La dedotta violazione può sussistere solo se – diversamente da quanto accaduto nel caso in esame – il ricorrente abbia esplicitamente indicato le COI, ma il giudice ne utilizzi altre, di fonte diversa o più aggiornate, che depongano in senso opposto, senza prima sottoporle al contraddittorio (Cass. 29056/2019).

3. Anche il secondo motivo è infondato.

Il fatto che il tribunale abbia ritenuto che il ricorrente non avesse conseguito alcuna integrazione sociale ed economica in Italia è del tutto ininfluente, avendo la pronuncia preliminarmente accertato le condizioni – tutt’altro che sfavorevoli – godute nel paese di origine, risultando irrilevante la comparazione con il grado di inserimento sociale conseguito in Italia.

Un tale raffronto deve esser svolto solo ove si riscontri il pericolo di una grave compromissione dei diritti fondamentali della persona con riferimento alla situazione generale del paese di provenienza e alla stessa condizione soggettiva del richiedente asilo (Cass. 4455/2018).

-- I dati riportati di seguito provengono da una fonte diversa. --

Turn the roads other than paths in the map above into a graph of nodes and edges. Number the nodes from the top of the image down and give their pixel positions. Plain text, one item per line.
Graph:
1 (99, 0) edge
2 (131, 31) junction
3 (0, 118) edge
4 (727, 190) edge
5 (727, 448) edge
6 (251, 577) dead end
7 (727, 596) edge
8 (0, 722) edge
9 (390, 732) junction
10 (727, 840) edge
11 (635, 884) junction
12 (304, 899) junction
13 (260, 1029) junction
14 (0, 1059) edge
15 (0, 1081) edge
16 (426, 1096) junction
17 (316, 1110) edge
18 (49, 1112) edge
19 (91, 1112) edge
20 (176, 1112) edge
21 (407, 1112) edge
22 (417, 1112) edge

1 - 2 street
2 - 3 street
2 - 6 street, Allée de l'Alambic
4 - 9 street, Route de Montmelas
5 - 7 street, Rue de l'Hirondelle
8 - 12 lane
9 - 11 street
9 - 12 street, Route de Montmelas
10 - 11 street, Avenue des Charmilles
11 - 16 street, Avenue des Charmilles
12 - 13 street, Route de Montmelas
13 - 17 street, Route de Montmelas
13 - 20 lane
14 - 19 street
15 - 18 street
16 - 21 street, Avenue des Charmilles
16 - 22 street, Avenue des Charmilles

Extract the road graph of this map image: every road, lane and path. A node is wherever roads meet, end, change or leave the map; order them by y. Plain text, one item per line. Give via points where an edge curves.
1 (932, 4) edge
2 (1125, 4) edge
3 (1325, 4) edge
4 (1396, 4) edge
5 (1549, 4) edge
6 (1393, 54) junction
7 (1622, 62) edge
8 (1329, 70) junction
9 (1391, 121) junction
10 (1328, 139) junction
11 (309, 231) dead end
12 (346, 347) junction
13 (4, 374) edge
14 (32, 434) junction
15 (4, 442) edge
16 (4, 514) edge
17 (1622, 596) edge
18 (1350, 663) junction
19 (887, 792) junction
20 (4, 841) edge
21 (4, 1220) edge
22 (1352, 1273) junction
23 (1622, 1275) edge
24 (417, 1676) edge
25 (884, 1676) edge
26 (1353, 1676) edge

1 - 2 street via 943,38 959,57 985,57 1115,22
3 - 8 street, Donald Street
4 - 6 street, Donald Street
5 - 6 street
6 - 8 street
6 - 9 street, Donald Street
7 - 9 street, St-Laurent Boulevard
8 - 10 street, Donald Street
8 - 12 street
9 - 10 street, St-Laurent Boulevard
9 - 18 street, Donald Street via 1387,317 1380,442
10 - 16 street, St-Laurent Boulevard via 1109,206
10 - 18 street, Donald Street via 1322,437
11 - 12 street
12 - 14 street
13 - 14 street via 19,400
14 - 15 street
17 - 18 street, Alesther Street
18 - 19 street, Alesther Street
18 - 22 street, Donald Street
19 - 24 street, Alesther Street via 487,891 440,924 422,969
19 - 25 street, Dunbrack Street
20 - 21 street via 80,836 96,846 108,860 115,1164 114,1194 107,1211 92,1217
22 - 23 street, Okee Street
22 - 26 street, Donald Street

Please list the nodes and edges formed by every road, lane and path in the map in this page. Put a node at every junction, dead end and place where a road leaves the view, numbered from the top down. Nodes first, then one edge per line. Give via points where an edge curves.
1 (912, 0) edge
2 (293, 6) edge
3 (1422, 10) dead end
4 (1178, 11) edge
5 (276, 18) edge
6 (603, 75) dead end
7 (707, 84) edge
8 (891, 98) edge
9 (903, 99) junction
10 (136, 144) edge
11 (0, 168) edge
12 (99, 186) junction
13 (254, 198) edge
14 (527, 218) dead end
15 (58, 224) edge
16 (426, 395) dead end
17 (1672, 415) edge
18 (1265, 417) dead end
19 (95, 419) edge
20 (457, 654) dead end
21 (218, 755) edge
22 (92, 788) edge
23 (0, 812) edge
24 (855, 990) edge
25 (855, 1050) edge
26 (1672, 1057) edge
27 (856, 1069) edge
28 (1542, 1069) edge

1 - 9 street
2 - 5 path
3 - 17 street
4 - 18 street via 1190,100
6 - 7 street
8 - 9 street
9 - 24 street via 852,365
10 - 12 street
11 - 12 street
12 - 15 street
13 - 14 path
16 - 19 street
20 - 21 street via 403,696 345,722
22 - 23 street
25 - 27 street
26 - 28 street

Questa Corte ha già stabilito che non può essere riconosciuto al cittadino straniero il diritto al permesso di soggiorno per motivi umanitari considerando, isolatamente e astrattamente, il suo livello di integrazione in Italia, nè il diritto può essere affermato in considerazione del contesto di non specifica compromissione dei diritti umani con riferimento al paese di origine (Cass. s.u. 29459/2019; Cass. 17072/2017).

Come ha affermato il giudice di merito, l’allegata sussistenza di un pericolo radicato nel solo contesto familiare non giustificava la concessione del permesso per ragioni umanitarie, restando incensurabile, in quanto pertinente al merito e logicamente motivato, lo stesso apprezzamento dell’adeguatezza della condizioni di vita del richiedente asilo nel paese di provenienza.

Il ricorso è quindi respinto.

Nulla sulle spese, stante la mera resistenza del Ministero.

Si dà atto, ai sensi del D.P.R. 30 maggio 2002, n. 115, art. 13, comma 1 quater, della sussistenza dei presupposti processuali per il versamento, da parte del ricorrente, di un ulteriore importo a titolo di contributo unificato, pari a quello previsto per il ricorso a norma dello stesso art. 13, comma 1 bis se dovuto.

P.Q.M.

rigetta il ricorso.

Ai sensi del D.P.R. 30 maggio 2002, n. 115, art. 13, comma 1 quater, dà atto della sussistenza dei presupposti processuali per il versamento, da parte del ricorrente, di un ulteriore importo a titolo di contributo unificato, pari a quello previsto per il ricorso a norma dello stesso art. 13, comma 1 bis se dovuto.

Così deciso in Roma, nella camera di consiglio della sezione Seconda civile, il 3 luglio 2020.